Gilda Buttà, grazie alla sua indiscussa tecnica e alla parimenti raffinata musicalità, ha eseguito il programma con precisione e rigore, dimostrando un controllo assoluto dello strumento. La nitidezza del suono e la pulizia dell’esecuzione hanno reso giustizia alla complessità tecnica del brano, mettendo in luce la sua straordinaria padronanza del pianoforte. Tuttavia, proprio questa perfezione – ci sembra – ha costituito un limite interpretativo: l’esecuzione del Köln Concert è apparsa eccessivamente inquadrata nella partitura, priva di quel trasporto emotivo e di quelle piccole esternazioni vocali – sospiri, frammenti melodici canticchiati – che caratterizzano le performance di Jarrett medesimo. Il risultato è stato un’interpretazione elegante e controllata, ma distante dall’essenza del jazz, che vive di libertà espressiva e improvvisazione, qui solo appena accennati.
La pianista si è attenuta alla partitura fin dalla prima parte del concerto (I), sviluppando figure di motivi ostinati, che ha suonato con la mano sinistra, commentando, variando e sviluppando anche controfigure con la mano destra. Ha poi giustapposto questi accordi a superfici armoniche tranquille che alternavano in modo appena percettibile due accordi, sui quali ha sviluppato melodie ripetitive. Come ha osservato il biografo di Jarrett, Uwe Andresen, «ciò che Jarrett mette insieme qui in termini di motivi, momenti calmi e istintivi, tensione, rilascio melodico estatico e rilassamento è quasi travolgente. Sembra che non abbia nemmeno bisogno di perseguire un’idea per un certo periodo di tempo».
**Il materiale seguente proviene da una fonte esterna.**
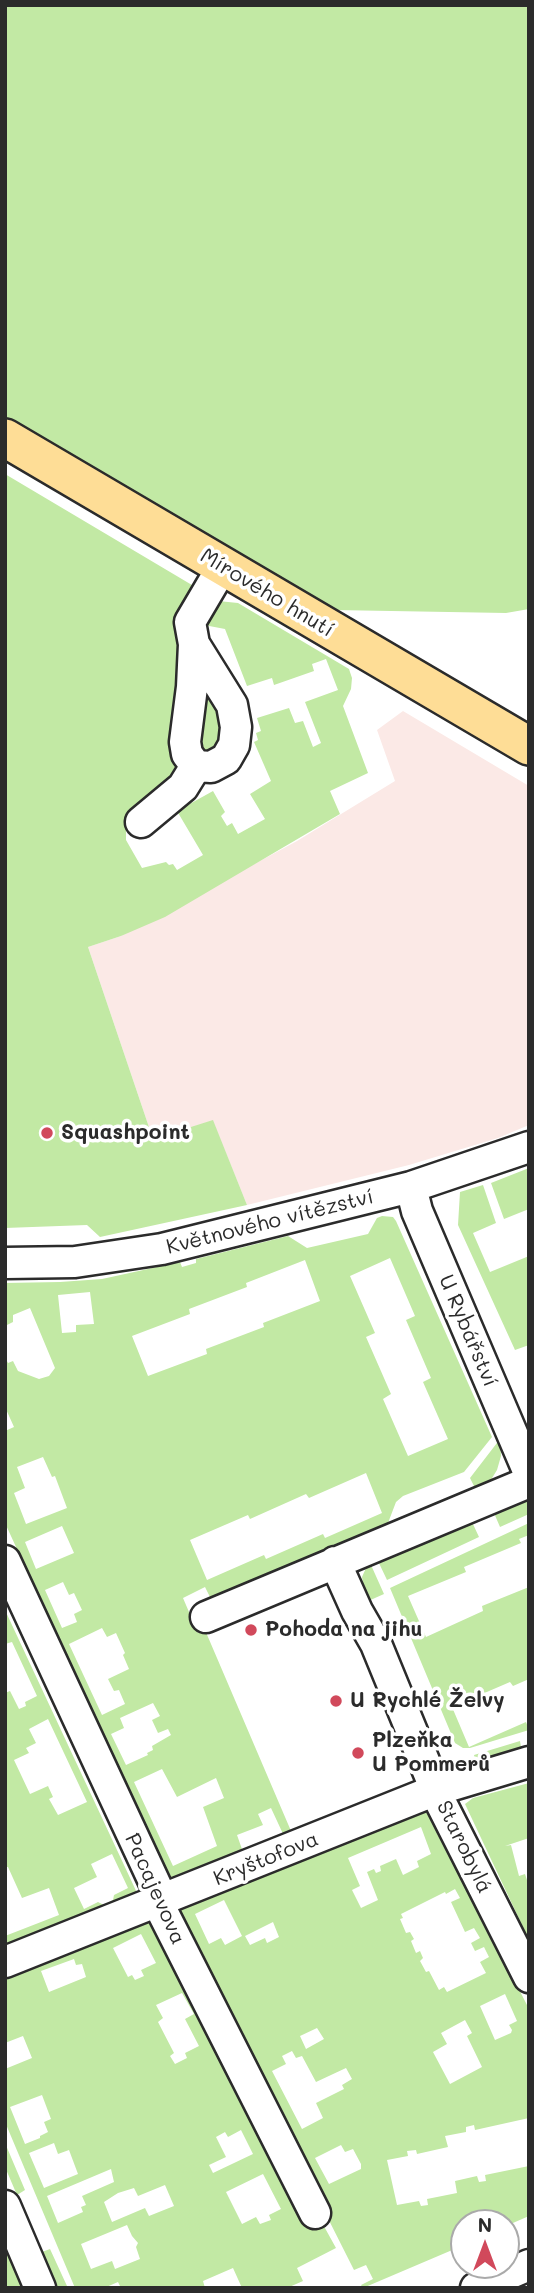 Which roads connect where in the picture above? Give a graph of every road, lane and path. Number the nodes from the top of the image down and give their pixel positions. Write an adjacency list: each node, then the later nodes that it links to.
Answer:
1 (5, 438): 2 (main road, Mírového hnutí)
2 (223, 566): 3 (street); 4 (main road, Mírového hnutí)
3 (194, 644): 5 (street); 5 (street)
4 (529, 746)
5 (196, 766): 6 (street)
6 (141, 822)
7 (529, 1147): 8 (street, Květnového vítězství)
8 (411, 1187): 9 (street, Květnového vítězství); 10 (street, U Rybářství)
9 (5, 1264)
10 (529, 1473)
11 (529, 1482): 13 (street)
12 (5, 1561): 17 (street, Pacajevova)
13 (335, 1562): 14 (street); 16 (street, Starobylá)
14 (205, 1617)
15 (529, 1762): 16 (street, Kryštofova)
16 (436, 1790): 17 (street, Kryštofova); 19 (street, Starobylá)
17 (158, 1903): 18 (street, Kryštofova); 21 (street, Pacajevova)
18 (5, 1962)
19 (529, 1977)
20 (5, 2206): 23 (street)
21 (315, 2213)
22 (529, 2265): 24 (street)
23 (40, 2288)
24 (476, 2288) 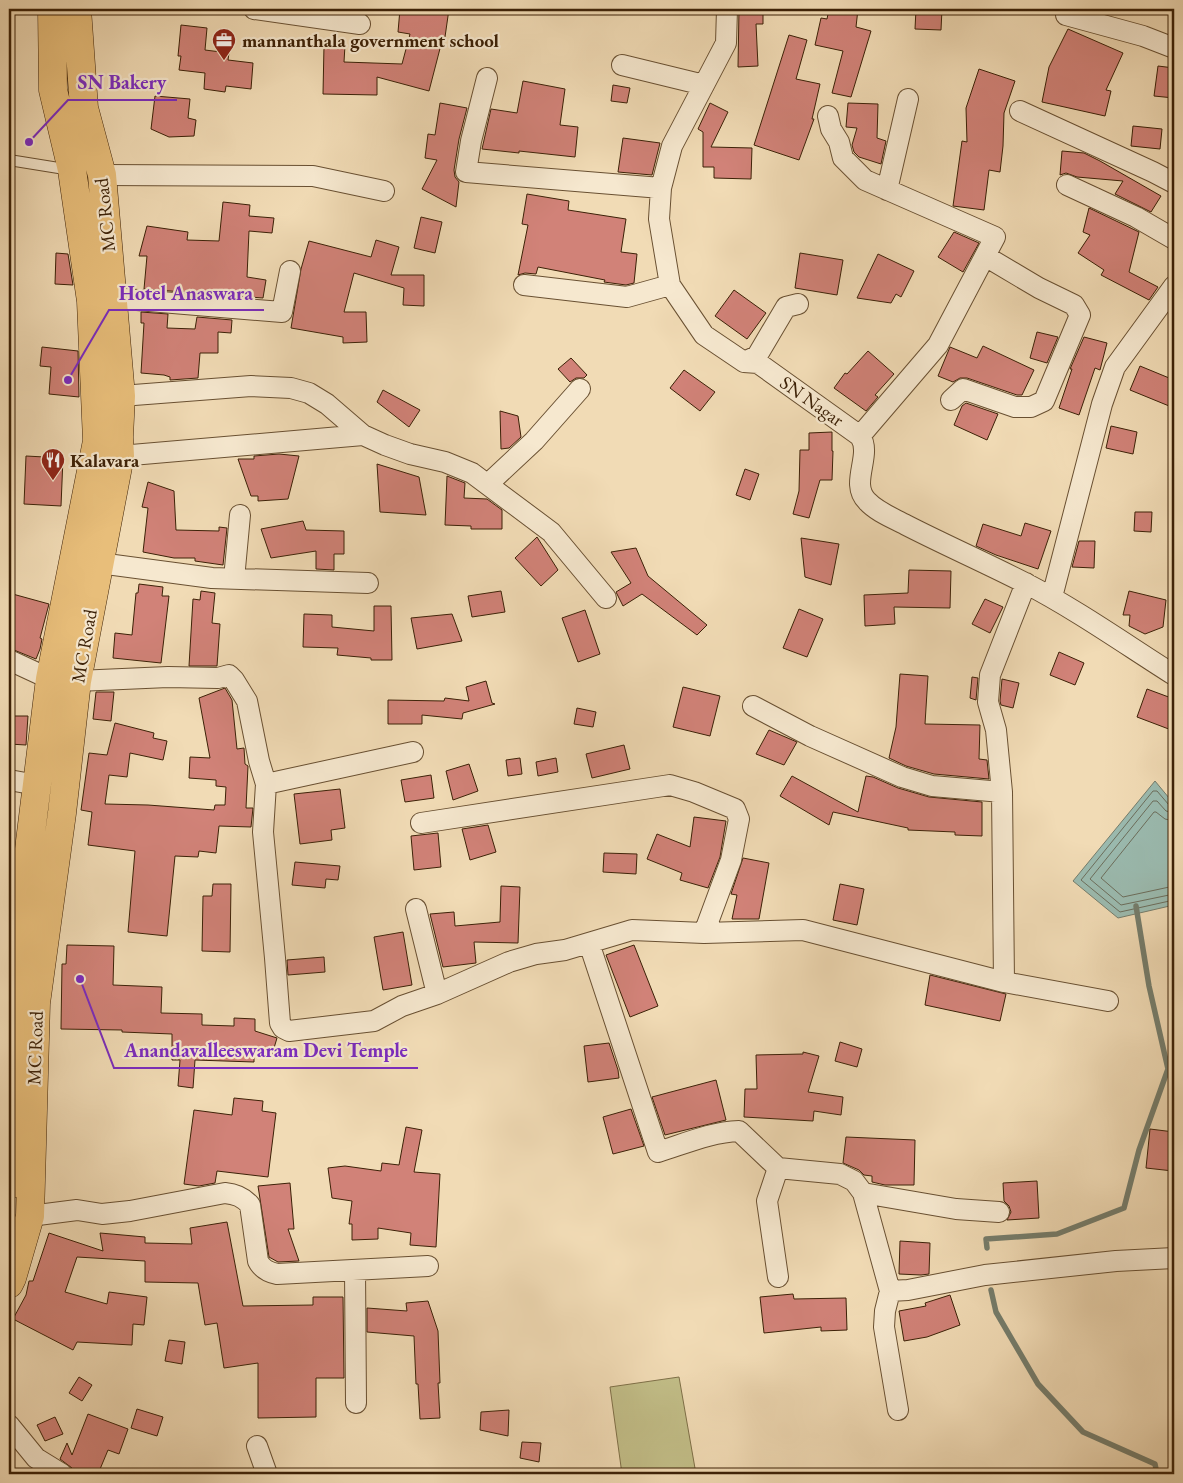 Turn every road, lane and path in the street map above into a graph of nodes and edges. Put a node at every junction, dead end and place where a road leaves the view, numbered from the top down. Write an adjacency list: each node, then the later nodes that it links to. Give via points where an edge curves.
1 (52, 9): 15 (main road, MC Road, via 53,90)
2 (76, 9): 16 (main road, MC Road, via 84,108)
3 (254, 9): 6 (street)
4 (727, 9): 10 (street, SN Nagar, via 726,43)
5 (1066, 15): 7 (street)
6 (360, 24)
7 (1174, 48)
8 (622, 65): 10 (street)
9 (488, 78): 19 (street, via 466,172)
10 (704, 84): 19 (street, SN Nagar, via 672,146)
11 (908, 99): 20 (street)
12 (1020, 110): 17 (street)
13 (828, 116): 20 (street, via 843,158 865,180)
14 (9, 160): 15 (lane)
15 (72, 170): 28 (main road, MC Road)
16 (102, 175): 21 (street, via 313,176); 28 (main road, MC Road)
17 (1174, 183)
18 (1067, 185): 22 (street, via 1136,216)
19 (660, 188): 26 (street, SN Nagar, via 659,219)
20 (887, 190): 23 (street, via 995,237)
21 (384, 191)
22 (1174, 239)
23 (985, 256): 33 (street, via 1074,305 1080,315 1044,401 1031,407 1015,407 962,389); 35 (street, via 938,345)
24 (290, 272): 28 (street, via 282,312)
25 (524, 285): 26 (street, via 627,297)
26 (670, 286): 30 (street, SN Nagar, via 704,335)
27 (1174, 286): 44 (street, via 1115,367 1102,404)
28 (102, 300): 32 (main road, MC Road); 47 (main road, MC Road, via 97,441)
29 (798, 304): 30 (street, via 786,307 757,356)
30 (744, 362): 35 (street, SN Nagar, via 758,363)
31 (580, 389): 37 (street, via 534,441)
32 (121, 396): 34 (street, via 251,386 291,388 309,393 327,404); 36 (main road, MC Road)
33 (951, 400)
34 (363, 434): 36 (street); 37 (street, via 410,454 472,472)
35 (860, 436): 42 (street, SN Nagar, via 864,452 861,489 867,502 918,531)
36 (120, 456): 39 (main road, MC Road)
37 (488, 484): 43 (street, via 551,532)
38 (240, 515): 40 (street)
39 (99, 563): 40 (street); 48 (main road, MC Road)
40 (234, 579): 41 (street)
41 (368, 583)
42 (1026, 583): 44 (street, SN Nagar); 54 (street, via 990,675 988,702 996,730)
43 (606, 598)
44 (1052, 598): 46 (street, SN Nagar)
45 (9, 660): 47 (street)
46 (1174, 674)
47 (50, 679): 48 (street); 53 (main road, MC Road)
48 (77, 681): 52 (street, via 218,678 229,675 247,701); 66 (main road, MC Road, via 36,1003)
49 (752, 706): 54 (street, via 902,777 932,786)
50 (413, 752): 52 (street)
51 (9, 780): 53 (street)
52 (266, 784): 60 (street, via 263,832 280,1026 289,1031 374,1021 402,1006)
53 (37, 785): 63 (main road, MC Road, via 24,890)
54 (1002, 792): 59 (street)
55 (421, 823): 57 (street, via 670,785 694,792 735,809 739,820 731,860)
56 (416, 909): 60 (street)
57 (704, 933): 58 (street, via 632,930); 59 (street, via 803,930)
58 (589, 943): 60 (street, via 509,962); 62 (street, via 658,1152 739,1130)
59 (1004, 982): 61 (street)
60 (436, 994)
61 (1108, 1001)
62 (778, 1168): 64 (street, via 840,1174 854,1181); 70 (street, via 767,1202)
63 (9, 1185)
64 (864, 1194): 65 (street, via 956,1209); 72 (street)
65 (999, 1212)
66 (30, 1216): 69 (street, via 77,1210 102,1214 130,1211 233,1194 246,1200 250,1206 258,1261 265,1270 277,1274); 71 (main road, MC Road)
67 (1174, 1258): 72 (street, via 984,1275)
68 (428, 1266): 69 (street)
69 (355, 1270): 73 (street)
70 (778, 1277)
71 (9, 1284)
72 (890, 1291): 74 (street, via 884,1327)
73 (356, 1403)
74 (898, 1410)
75 (9, 1425): 77 (street, via 36,1458)
76 (256, 1446): 78 (street)
77 (62, 1474)
78 (266, 1474)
La parte IIa, invece, è dominata da uno stato d’animo completamente diverso, che ricorda la gioia di vivere e la spiritualità di un canto gospel. All’inizio di questa parte, la pianista ha suonato un ostinato I-IV martellato e ritmicamente accentuato, usando dapprima la mano sinistra, sul quale ha suonato poi con la mano destra un motivo quasi di danza. Il finale scivolava impercettibilmente verso toni patetici, in modo tranquillo, trattenuto, meditativo.
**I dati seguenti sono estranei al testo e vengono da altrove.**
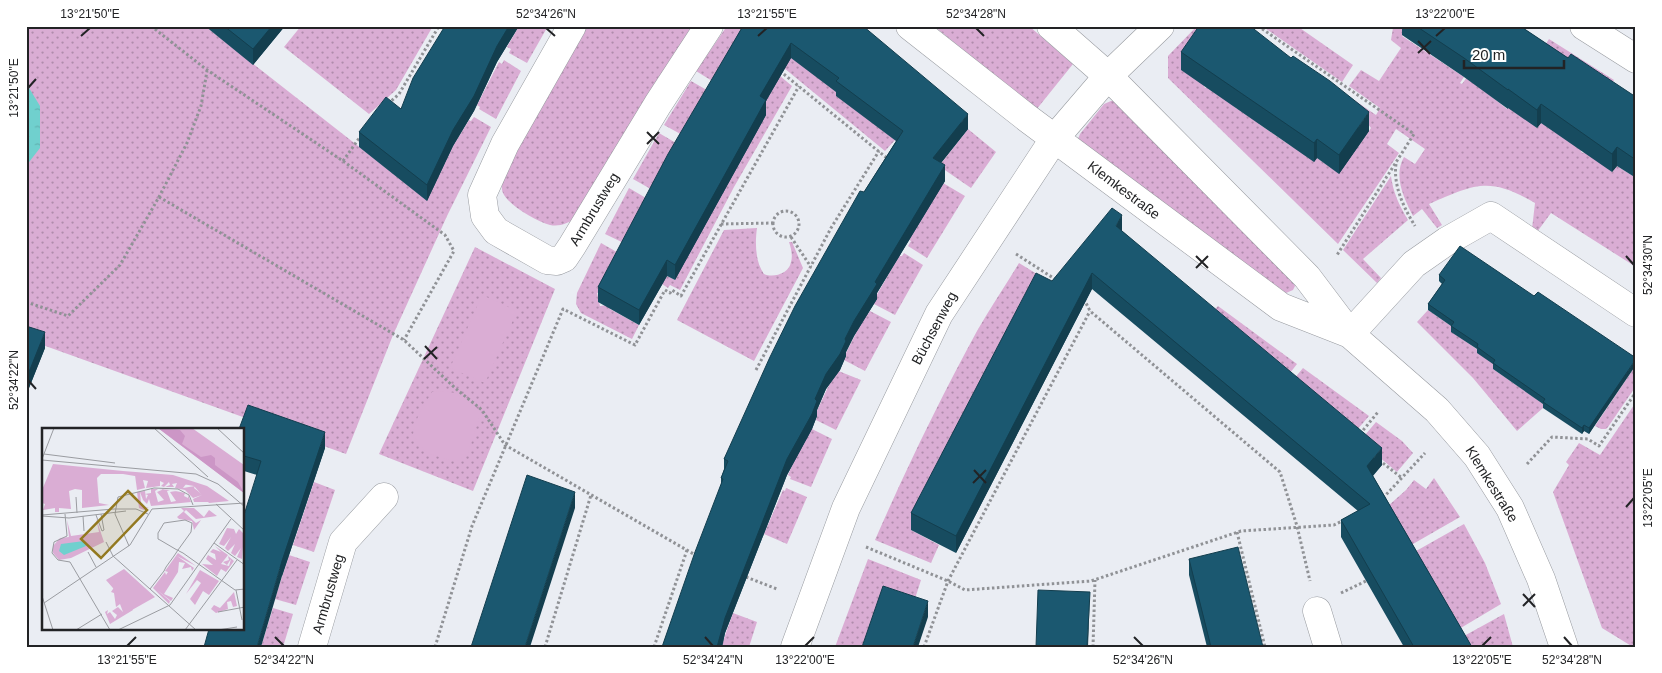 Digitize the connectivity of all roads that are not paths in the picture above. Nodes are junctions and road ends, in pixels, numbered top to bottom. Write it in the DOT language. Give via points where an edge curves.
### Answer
graph roads {
  1 [pos="572,26"];
  2 [pos="708,26"];
  3 [pos="910,26"];
  4 [pos="1051,26"];
  5 [pos="1160,26"];
  6 [pos="1584,26"];
  7 [pos="1636,59"];
  8 [pos="1108,76"];
  9 [pos="1054,139"];
  10 [pos="1636,313"];
  11 [pos="1350,334"];
  12 [pos="384,497"];
  13 [pos="1318,611"];
  14 [pos="312,647"];
  15 [pos="794,647"];
  16 [pos="1328,647"];
  17 [pos="1564,647"];
  1 -- 2 [label="street, Armbrustweg" via="505,144 482,195 485,216 496,231 548,260 557,261 564,258 572,246"];
  3 -- 9 [label="street, Klemkestraße"];
  4 -- 8 [label="street, Klemkestraße"];
  5 -- 8 [label="street, Büchsenweg"];
  6 -- 7 [label="street"];
  8 -- 9 [label="street, Büchsenweg"];
  8 -- 11 [label="street, Klemkestraße" via="1307,277"];
  9 -- 11 [label="street, Klemkestraße" via="1281,307"];
  9 -- 15 [label="street, Büchsenweg" via="939,314 846,508"];
  10 -- 11 [label="street" via="1491,216 1414,264"];
  11 -- 17 [label="street, Klemkestraße" via="1437,410 1477,456 1510,508 1541,579"];
  12 -- 14 [label="street, Armbrustweg" via="343,542"];
  13 -- 16 [label="street"];
}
La Parte IIb presenta chiari tratti di elegia, ma culmina in una melodia corale a tre parti con una forza sonora che evoca la solennità della musica delle cattedrali barocche. La parte IIc, infine, può essere intesa come una foglia d’album indipendente e fluttuante; anche questo brano termina in pianissimo. Il critico Peter Elsdon ha sottolineato nella sua analisi del concerto che quest’ultima parte non fu affatto creata sul momento, ma si basò su una melodia dello stesso Jarrett che circolava a Boston, intitolata “Memories of Tomorrow”. La stessa melodia era stata utilizzata anche nel concerto solista di Jarrett a Parigi nel 1970 ed era stata interpretata da lui stesso occasionalmente fin dal 1966. Peraltro, nel concerto fa capolino l’intera storia della musica occidentale (che Jarrett, da enfant prodige, conosceva benissimo), senza che l’ascoltatore quasi se ne renda conto. Nella parte IIb si scorgono ad esempio echi dalla Eleanor Rigby dei Beatles, ma con salti temporali e stilistici possiamo individuare addirittura influenze di Bach, che si alternano con il concerto italiano del primo Settecento e perfino con il canto gregoriano. Talora poi siamo indotti a pensare che Jarrett volesse trasfigurare sui tasti del pianoforte una sorta di salmodia vocale che richiama l’opera classica italiana, immersa però in una sorta di bagno nel blues, secondo i canoni di un impercettibile straniamento.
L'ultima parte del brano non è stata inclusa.